When I awoke this morning, I felt so all alone,
Something inside of me kept urging, go home, go home,
I traveled very far and in my heart did so want to see,
The home where I had lived, and every flower and every tree.

The house is gone now; someone has torn it down,
There’s still a tree here and there, but mostly they’ve been cut down.
Couldn’t they build a house of stone and use steel for beams?
Couldn’t leave alone the beauty of the trees it seems.

I lived there as a child with my siblings, grandma, my mother and dad,
Lots of joy in that home, we were all, most always glad,
Visiting friends at Christmas time and all through the year,
My heart was pounding, as I remembered with more than just a tear.

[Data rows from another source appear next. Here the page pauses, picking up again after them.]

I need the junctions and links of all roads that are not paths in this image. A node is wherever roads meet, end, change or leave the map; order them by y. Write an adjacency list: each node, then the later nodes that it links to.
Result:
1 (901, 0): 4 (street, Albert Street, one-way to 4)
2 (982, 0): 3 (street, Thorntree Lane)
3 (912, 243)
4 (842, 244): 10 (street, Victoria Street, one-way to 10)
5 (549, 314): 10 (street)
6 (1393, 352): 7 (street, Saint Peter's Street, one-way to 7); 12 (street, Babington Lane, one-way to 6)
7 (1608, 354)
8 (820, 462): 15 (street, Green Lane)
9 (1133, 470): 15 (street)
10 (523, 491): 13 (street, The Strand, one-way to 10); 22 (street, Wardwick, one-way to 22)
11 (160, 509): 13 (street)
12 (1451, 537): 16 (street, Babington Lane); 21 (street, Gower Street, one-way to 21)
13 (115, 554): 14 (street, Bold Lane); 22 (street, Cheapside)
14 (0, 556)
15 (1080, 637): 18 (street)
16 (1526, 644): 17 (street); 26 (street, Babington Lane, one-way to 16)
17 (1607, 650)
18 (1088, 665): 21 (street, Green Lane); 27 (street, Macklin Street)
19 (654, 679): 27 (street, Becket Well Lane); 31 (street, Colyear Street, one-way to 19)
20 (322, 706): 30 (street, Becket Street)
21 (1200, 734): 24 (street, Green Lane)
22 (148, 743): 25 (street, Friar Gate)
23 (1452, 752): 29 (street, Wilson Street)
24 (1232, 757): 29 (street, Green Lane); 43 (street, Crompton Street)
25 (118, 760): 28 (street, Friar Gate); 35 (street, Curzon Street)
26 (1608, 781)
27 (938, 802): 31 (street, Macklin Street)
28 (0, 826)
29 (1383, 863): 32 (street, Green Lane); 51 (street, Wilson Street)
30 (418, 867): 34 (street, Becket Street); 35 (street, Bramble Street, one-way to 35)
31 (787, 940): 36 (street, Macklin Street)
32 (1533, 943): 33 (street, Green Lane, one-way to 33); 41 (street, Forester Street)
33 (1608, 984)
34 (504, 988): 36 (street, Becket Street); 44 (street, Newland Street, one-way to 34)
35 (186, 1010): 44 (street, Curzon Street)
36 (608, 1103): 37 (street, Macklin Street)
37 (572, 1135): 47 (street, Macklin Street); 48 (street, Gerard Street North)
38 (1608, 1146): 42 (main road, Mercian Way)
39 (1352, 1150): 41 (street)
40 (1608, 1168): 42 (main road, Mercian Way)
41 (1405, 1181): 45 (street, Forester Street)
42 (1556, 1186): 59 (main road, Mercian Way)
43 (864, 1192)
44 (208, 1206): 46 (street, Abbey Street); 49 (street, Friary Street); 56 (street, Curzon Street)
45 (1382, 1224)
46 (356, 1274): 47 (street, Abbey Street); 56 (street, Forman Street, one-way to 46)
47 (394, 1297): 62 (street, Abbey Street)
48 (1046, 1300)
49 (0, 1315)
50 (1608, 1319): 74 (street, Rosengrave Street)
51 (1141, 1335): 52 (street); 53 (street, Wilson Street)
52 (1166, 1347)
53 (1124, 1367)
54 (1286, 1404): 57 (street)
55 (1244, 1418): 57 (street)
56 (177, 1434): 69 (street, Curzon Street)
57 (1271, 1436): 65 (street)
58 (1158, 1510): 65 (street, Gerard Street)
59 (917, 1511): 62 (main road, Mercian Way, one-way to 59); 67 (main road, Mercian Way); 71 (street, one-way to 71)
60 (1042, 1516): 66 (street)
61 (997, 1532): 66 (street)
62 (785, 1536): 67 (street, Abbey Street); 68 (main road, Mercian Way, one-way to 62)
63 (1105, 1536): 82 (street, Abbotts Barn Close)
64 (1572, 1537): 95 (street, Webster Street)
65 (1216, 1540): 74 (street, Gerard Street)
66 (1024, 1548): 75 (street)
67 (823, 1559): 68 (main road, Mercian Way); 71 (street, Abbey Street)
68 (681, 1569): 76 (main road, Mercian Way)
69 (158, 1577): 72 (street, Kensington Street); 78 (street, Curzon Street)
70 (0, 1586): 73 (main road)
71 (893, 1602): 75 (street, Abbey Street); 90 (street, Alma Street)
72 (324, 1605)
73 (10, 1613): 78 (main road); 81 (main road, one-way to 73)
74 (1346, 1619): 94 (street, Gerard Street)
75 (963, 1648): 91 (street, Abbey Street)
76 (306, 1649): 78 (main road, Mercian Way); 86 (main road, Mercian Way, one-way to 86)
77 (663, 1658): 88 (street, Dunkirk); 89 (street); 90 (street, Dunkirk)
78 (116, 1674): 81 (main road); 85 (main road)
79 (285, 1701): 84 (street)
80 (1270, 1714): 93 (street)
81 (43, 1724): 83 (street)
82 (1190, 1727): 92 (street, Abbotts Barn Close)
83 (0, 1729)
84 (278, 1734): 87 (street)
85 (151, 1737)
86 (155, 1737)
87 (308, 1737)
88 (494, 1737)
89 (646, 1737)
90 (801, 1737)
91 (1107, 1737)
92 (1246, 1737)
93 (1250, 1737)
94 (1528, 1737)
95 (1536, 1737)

Mother, daddy and grandma are all gone now and I’m so glad they can’t see,
The waste of tearing down our home, and hewing every tree,
But there was a wonder there still; I could feel their presence there,
And I knew it didn’t matter, as I talked to God in prayer.

Younger ones have to live their way, even though I may not agree,
Our days have come and nearly gone, mom, dad and grandma, we’ll one day see,
I just keep in my memory all the Holidays, days of love and cheer,
Who knows? Maybe there’ll be a forest of trees when I come another year.

Maybe I’ll come at Christmas time, when the pines standing tall,
Glistening snow upon the ground, as on some friend I’ll come to call,
Maybe there’ll be holly and red berries, strewn across the place that was home,
And the New Forest, God will give the reindeer a place to roam.